* Dataset records:
---------------

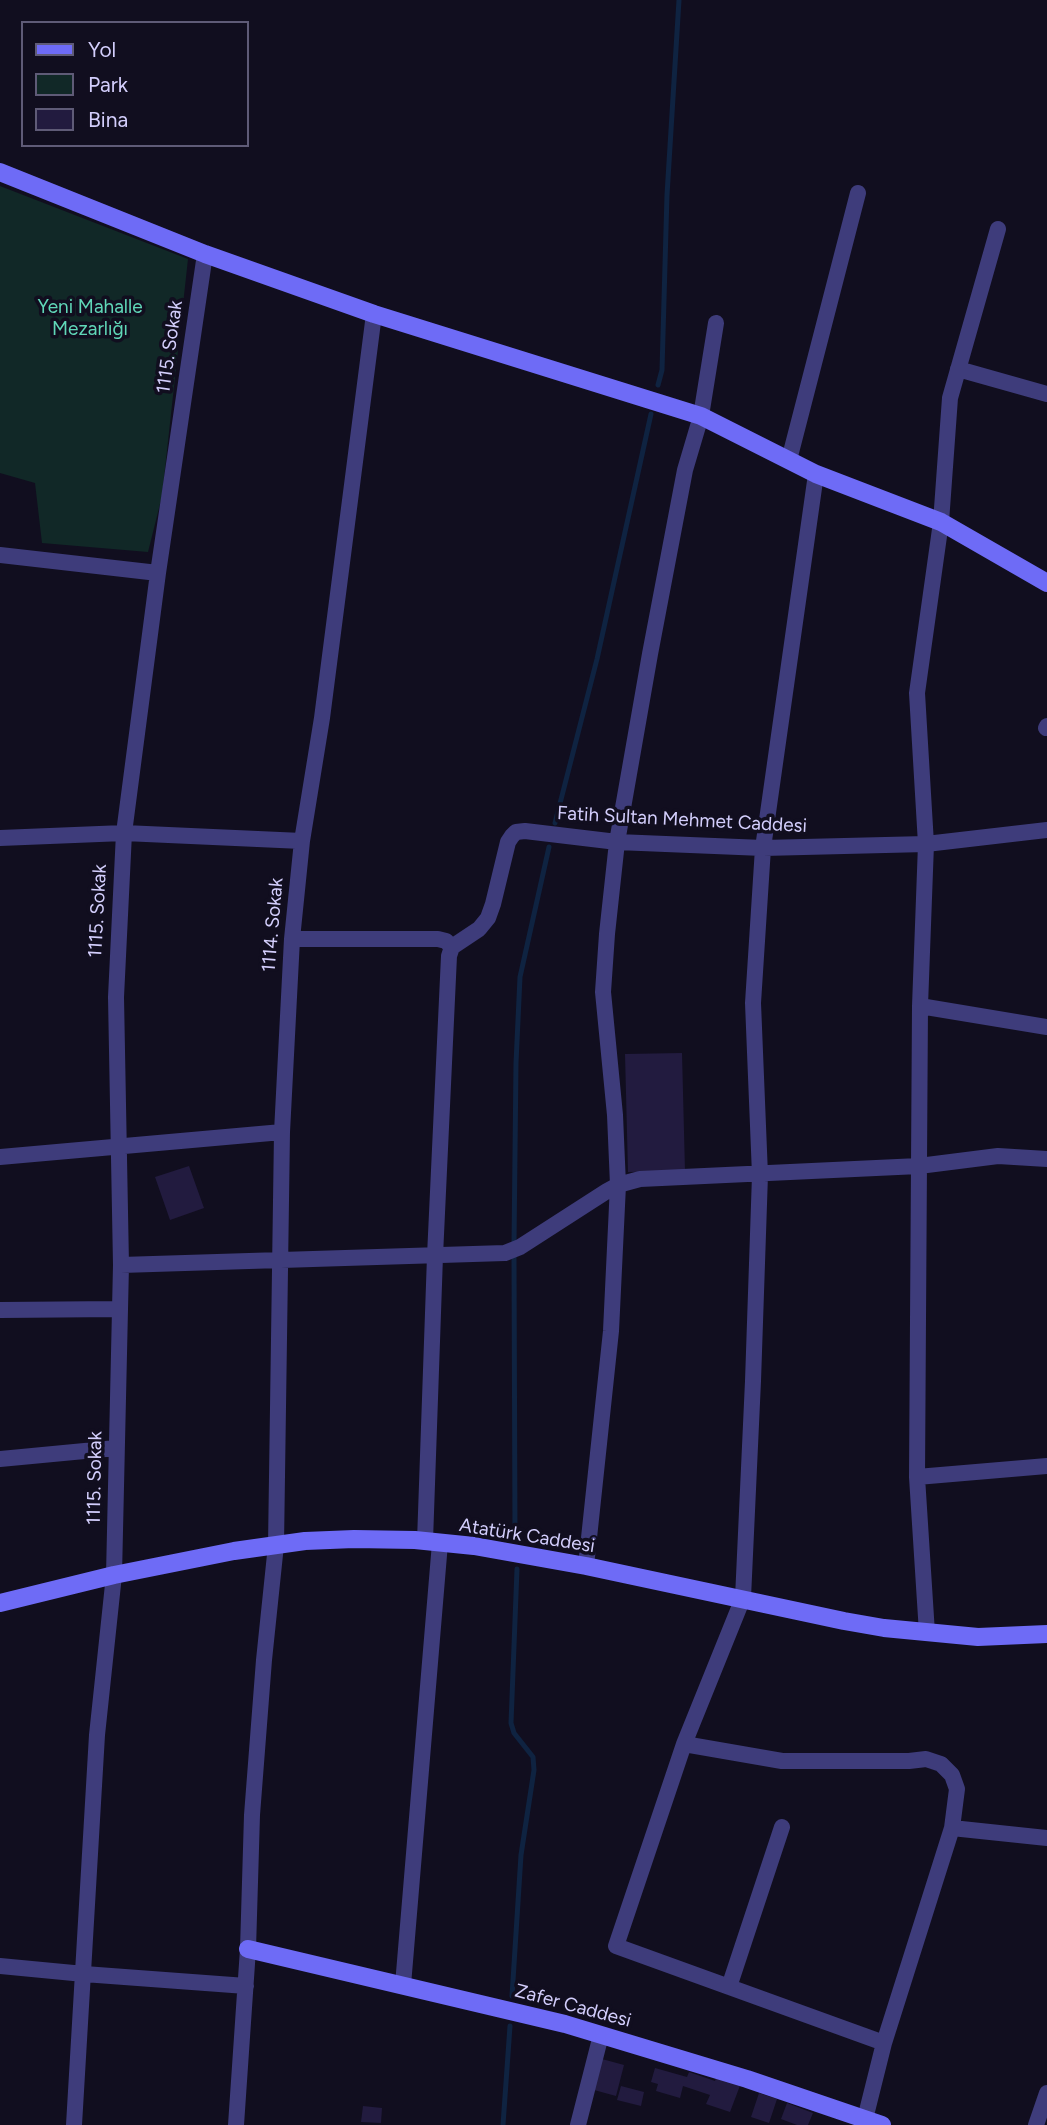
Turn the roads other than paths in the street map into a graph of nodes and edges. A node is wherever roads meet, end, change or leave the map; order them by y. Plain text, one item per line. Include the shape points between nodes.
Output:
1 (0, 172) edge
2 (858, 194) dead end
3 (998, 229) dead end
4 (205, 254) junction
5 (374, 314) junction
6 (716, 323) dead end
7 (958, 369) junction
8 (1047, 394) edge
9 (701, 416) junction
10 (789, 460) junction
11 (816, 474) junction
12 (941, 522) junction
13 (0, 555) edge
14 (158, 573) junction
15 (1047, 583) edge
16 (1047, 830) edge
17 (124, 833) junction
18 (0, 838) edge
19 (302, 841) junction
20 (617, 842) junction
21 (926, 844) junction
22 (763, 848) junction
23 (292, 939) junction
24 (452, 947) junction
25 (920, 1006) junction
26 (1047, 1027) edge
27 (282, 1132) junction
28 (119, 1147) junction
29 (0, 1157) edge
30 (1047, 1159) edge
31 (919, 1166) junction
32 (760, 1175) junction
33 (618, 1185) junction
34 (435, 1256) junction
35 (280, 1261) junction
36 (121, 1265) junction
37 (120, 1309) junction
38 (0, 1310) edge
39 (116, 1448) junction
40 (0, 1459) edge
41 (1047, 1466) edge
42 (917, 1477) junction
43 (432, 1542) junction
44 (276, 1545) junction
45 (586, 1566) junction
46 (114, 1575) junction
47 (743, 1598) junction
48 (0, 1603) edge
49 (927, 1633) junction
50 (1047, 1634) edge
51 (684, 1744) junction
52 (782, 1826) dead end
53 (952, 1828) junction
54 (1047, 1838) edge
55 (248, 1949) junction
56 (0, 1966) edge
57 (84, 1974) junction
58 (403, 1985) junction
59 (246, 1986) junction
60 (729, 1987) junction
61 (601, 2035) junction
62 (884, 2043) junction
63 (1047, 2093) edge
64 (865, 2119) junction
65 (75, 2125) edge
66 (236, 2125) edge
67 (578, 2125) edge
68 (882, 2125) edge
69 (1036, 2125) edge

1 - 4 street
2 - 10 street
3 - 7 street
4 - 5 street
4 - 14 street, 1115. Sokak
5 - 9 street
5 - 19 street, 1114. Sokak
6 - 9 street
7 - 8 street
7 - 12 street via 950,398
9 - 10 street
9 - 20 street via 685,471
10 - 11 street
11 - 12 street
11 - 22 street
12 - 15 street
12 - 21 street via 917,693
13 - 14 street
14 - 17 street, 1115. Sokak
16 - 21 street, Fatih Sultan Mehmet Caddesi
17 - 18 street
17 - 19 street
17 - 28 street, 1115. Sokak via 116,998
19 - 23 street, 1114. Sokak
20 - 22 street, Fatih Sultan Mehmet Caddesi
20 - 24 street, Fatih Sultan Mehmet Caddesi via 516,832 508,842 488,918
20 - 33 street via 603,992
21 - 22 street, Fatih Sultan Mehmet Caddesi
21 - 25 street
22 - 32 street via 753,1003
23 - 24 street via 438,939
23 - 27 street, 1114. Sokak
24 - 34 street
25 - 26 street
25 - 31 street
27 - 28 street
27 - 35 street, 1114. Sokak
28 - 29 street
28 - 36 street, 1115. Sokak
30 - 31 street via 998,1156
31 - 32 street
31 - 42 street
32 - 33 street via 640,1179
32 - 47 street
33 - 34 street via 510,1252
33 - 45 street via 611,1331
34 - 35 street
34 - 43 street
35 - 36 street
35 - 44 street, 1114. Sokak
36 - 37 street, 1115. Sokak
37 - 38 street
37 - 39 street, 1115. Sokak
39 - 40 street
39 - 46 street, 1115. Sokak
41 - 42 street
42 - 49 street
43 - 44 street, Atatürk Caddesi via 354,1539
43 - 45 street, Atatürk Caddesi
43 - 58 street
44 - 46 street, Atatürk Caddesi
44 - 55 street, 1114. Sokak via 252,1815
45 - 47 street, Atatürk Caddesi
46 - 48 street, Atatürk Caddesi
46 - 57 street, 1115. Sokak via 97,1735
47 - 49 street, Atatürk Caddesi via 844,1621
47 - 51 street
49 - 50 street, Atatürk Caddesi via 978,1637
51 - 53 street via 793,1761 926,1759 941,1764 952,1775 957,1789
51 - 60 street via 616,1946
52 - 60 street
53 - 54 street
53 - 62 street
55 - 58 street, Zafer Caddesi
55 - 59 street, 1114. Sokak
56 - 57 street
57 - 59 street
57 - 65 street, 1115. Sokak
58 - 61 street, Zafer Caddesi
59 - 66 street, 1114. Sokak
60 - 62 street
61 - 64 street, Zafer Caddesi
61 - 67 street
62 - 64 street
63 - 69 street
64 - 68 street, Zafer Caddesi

---------------

* What is being asked:
Every line above in which the word "Atatürk" is present must be copied into the answer.

* Worked solution:
43 - 44 street, Atatürk Caddesi via 354,1539
43 - 45 street, Atatürk Caddesi
44 - 46 street, Atatürk Caddesi
45 - 47 street, Atatürk Caddesi
46 - 48 street, Atatürk Caddesi
47 - 49 street, Atatürk Caddesi via 844,1621
49 - 50 street, Atatürk Caddesi via 978,1637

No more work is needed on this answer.